*Requirement*. Each entry should be duplicated verbatim; its pictures should not be.

--- Listed records Enclosed Below ---

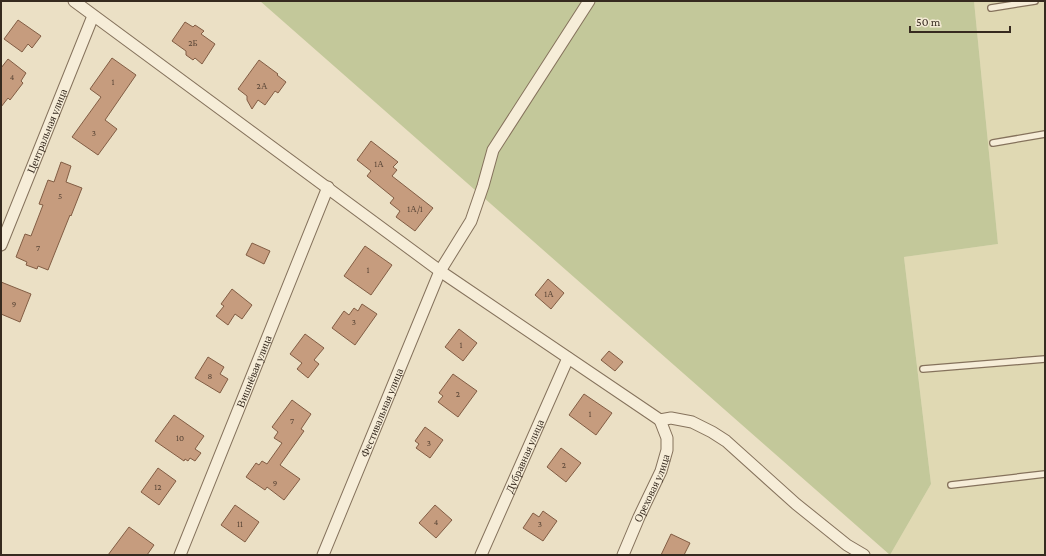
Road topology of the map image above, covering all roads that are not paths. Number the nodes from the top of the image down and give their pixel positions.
1 (74, 1) edge
2 (589, 1) edge
3 (1035, 1) edge
4 (991, 8) dead end
5 (93, 16) junction
6 (1045, 134) edge
7 (993, 143) dead end
8 (328, 188) junction
9 (1, 245) edge
10 (440, 271) junction
11 (568, 358) junction
12 (1045, 359) edge
13 (923, 369) dead end
14 (660, 420) junction
15 (1045, 474) edge
16 (951, 485) dead end
17 (180, 555) edge
18 (323, 555) edge
19 (481, 555) edge
20 (623, 555) edge
21 (864, 555) edge

1 - 5 street
2 - 10 street, Фестивальная улица
3 - 4 lane
5 - 8 street
5 - 9 street, Центральная улица
6 - 7 lane
8 - 10 street
8 - 17 street, Вишнёвая улица
10 - 11 street
10 - 18 street, Фестивальная улица
11 - 14 street
11 - 19 street, Дубравная улица
12 - 13 lane
14 - 20 street, Ореховая улица
14 - 21 street
15 - 16 lane

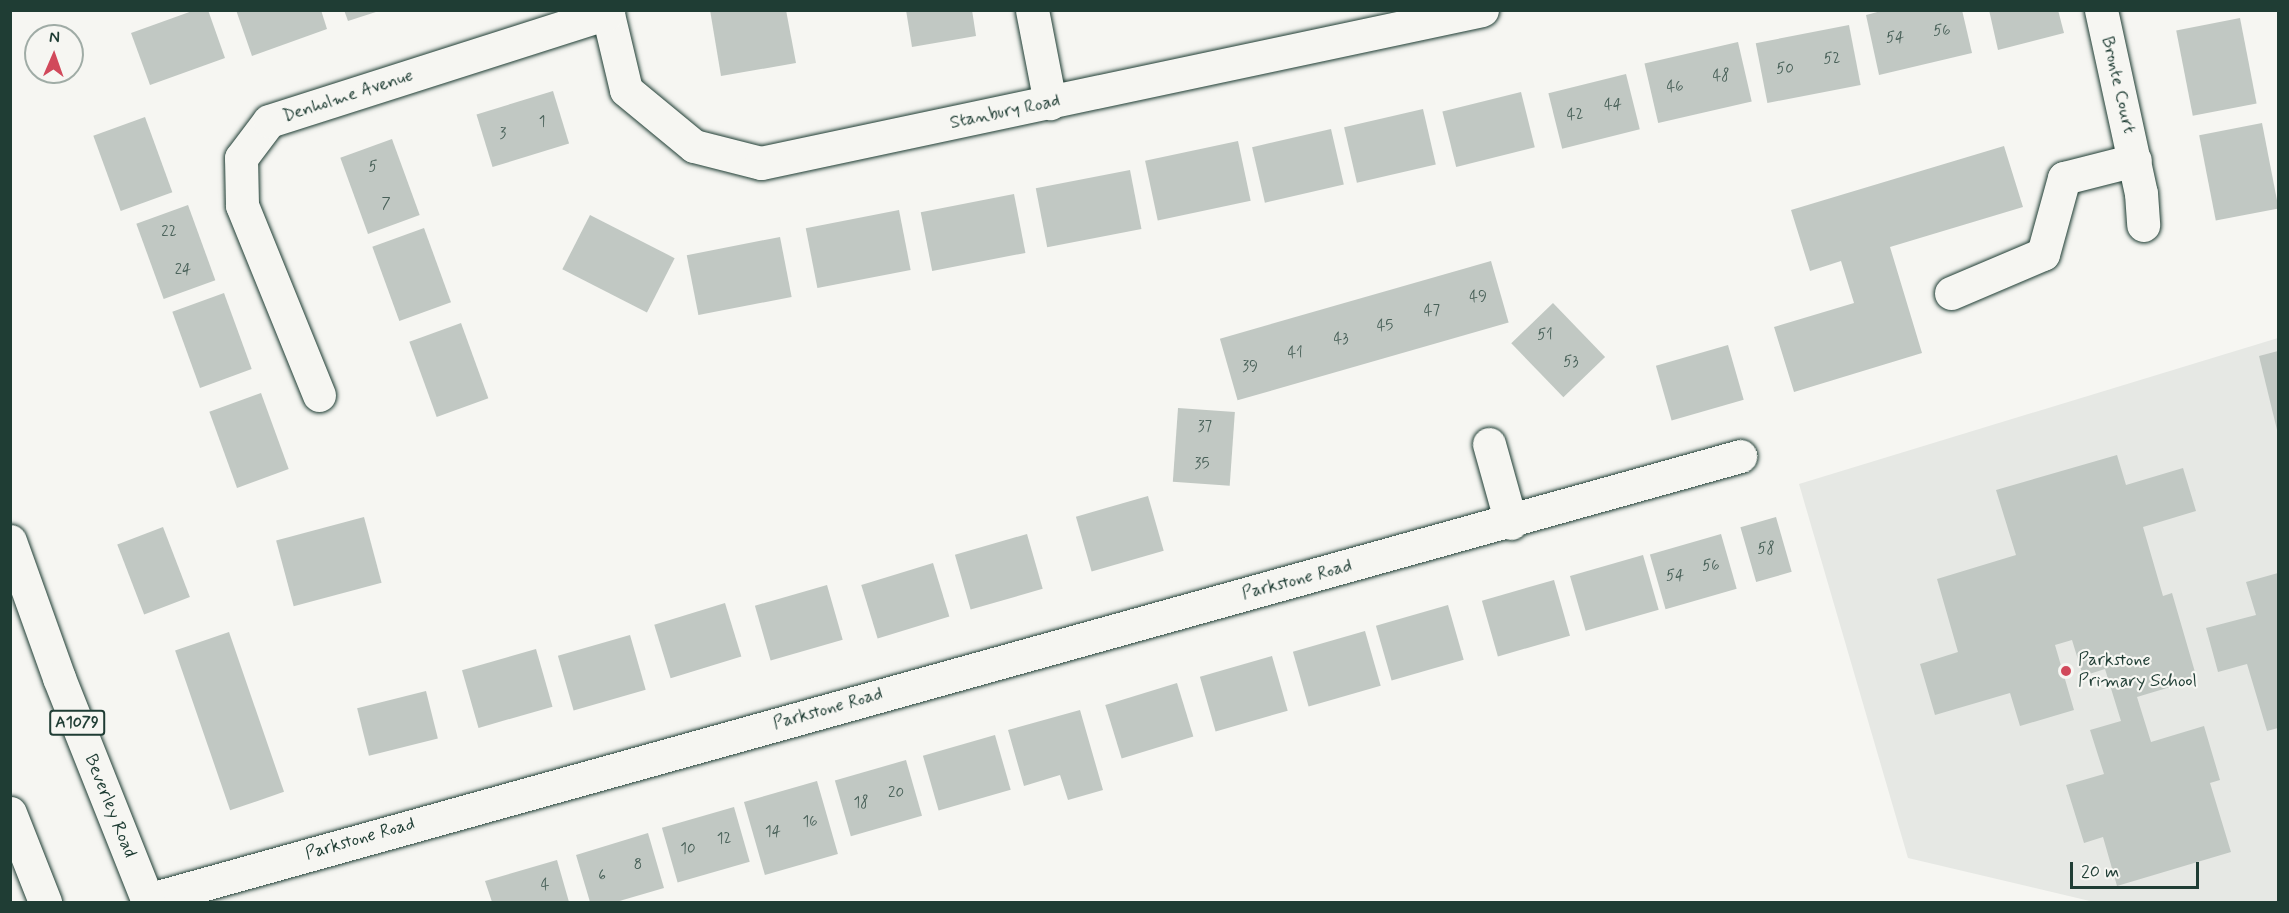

--- End of Enclosed Listed records ---

*Task answer*.
Road topology of the map image above, covering all roads that are not paths. Number the nodes from the top of the image down and give their pixel positions.
1 (74, 1) edge
2 (589, 1) edge
3 (1035, 1) edge
4 (991, 8) dead end
5 (93, 16) junction
6 (1045, 134) edge
7 (993, 143) dead end
8 (328, 188) junction
9 (1, 245) edge
10 (440, 271) junction
11 (568, 358) junction
12 (1045, 359) edge
13 (923, 369) dead end
14 (660, 420) junction
15 (1045, 474) edge
16 (951, 485) dead end
17 (180, 555) edge
18 (323, 555) edge
19 (481, 555) edge
20 (623, 555) edge
21 (864, 555) edge

1 - 5 street
2 - 10 street, Фестивальная улица
3 - 4 lane
5 - 8 street
5 - 9 street, Центральная улица
6 - 7 lane
8 - 10 street
8 - 17 street, Вишнёвая улица
10 - 11 street
10 - 18 street, Фестивальная улица
11 - 14 street
11 - 19 street, Дубравная улица
12 - 13 lane
14 - 20 street, Ореховая улица
14 - 21 street
15 - 16 lane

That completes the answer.